Finalmente, a pesquisa aprofunda o olhar para não-doadores. Em 2024, a falta de confiança e transparência chegou à liderança para este grupo, como razão para não doar (citada por 38% dos respondentes), praticamente empatada com a falta de condições financeiras (37%). A tendência é preocupante: a desconfiança como motivo de não-doação passou de 12% das citações em 2020 para os atuais 38%!

Mas nem tudo parece perdido. Perguntados se algo os faria voltar a doar, 69% se mostraram dispostos, o maior número nas últimas três edições.
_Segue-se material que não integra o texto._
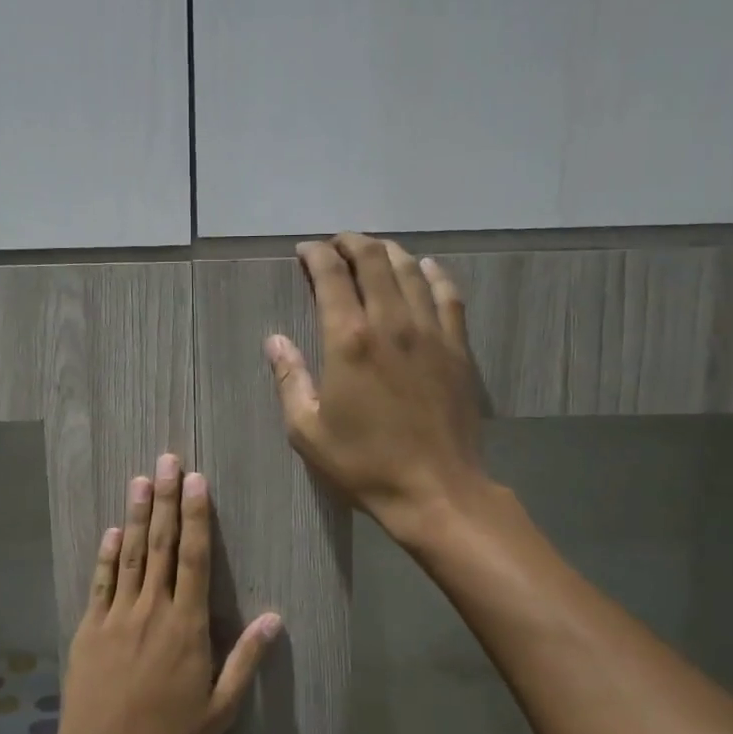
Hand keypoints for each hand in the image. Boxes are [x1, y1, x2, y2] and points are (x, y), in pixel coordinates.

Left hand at [54, 453, 281, 733]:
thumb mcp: (219, 709)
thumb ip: (245, 660)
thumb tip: (274, 617)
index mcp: (186, 627)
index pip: (195, 559)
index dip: (196, 517)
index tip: (197, 482)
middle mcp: (151, 611)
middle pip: (161, 546)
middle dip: (166, 501)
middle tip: (167, 461)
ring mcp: (116, 617)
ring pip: (130, 556)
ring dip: (137, 516)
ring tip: (140, 480)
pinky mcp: (89, 629)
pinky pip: (100, 583)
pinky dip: (107, 554)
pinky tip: (113, 530)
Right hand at [266, 234, 488, 541]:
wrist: (436, 489)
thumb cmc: (364, 464)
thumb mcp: (308, 431)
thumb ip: (289, 380)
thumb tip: (275, 341)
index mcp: (348, 341)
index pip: (330, 277)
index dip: (315, 256)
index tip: (305, 251)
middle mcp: (391, 323)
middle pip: (372, 261)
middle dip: (350, 243)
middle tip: (335, 244)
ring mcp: (430, 332)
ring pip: (410, 271)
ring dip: (387, 252)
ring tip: (372, 250)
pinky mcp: (457, 348)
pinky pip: (448, 295)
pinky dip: (433, 274)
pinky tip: (425, 268)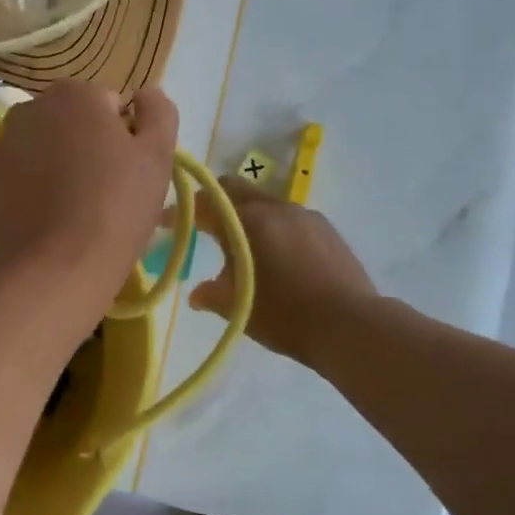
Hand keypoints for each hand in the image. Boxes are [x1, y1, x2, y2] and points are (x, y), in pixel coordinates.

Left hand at [0, 82, 178, 322]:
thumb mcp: (158, 157)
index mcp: (73, 96)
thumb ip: (158, 112)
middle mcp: (26, 111)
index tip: (125, 172)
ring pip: (32, 154)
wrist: (58, 271)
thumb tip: (146, 92)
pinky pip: (8, 185)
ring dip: (48, 170)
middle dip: (79, 148)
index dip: (120, 138)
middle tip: (98, 193)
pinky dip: (22, 198)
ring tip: (67, 214)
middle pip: (63, 126)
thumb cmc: (117, 208)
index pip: (105, 106)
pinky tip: (40, 227)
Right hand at [190, 177, 376, 365]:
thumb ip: (212, 294)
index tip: (164, 222)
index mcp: (247, 222)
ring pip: (264, 203)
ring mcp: (304, 215)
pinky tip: (277, 255)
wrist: (350, 325)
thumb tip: (197, 293)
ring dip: (245, 215)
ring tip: (242, 244)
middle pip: (235, 189)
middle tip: (200, 223)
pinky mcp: (326, 229)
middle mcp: (274, 208)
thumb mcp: (238, 307)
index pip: (203, 204)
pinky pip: (289, 218)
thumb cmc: (285, 315)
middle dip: (214, 201)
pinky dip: (273, 227)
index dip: (179, 211)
Entre as principais condições para voltar a ser doador, 3 das 4 respostas mais citadas envolve algum aspecto ligado à confiança (saber como o dinheiro será usado, conhecer uma organização em que confie, transparência / prestação de contas).

Reflexões finais

Os resultados da Pesquisa Doação 2024 chegam num contexto desafiador para a promoção da cultura de doação no País e para o aperfeiçoamento das práticas de captação de recursos pelas organizações da sociedade civil.

Estamos diante de um cenário com mudanças significativas na filantropia internacional com redução de recursos e maior competição junto aos financiadores institucionais, ainda sem observar crescimento significativo do investimento social privado brasileiro e de doações corporativas, para além do aporte em projetos incentivados, que recebem recursos via leis de incentivo fiscal.

Nesse contexto, o copo parece meio vazio com o dado geral da Pesquisa Doação de 2024, indicando queda na proporção de brasileiros que doaram em 2024: 78%, ante 84% em 2022, patamar similar ao de 2015. 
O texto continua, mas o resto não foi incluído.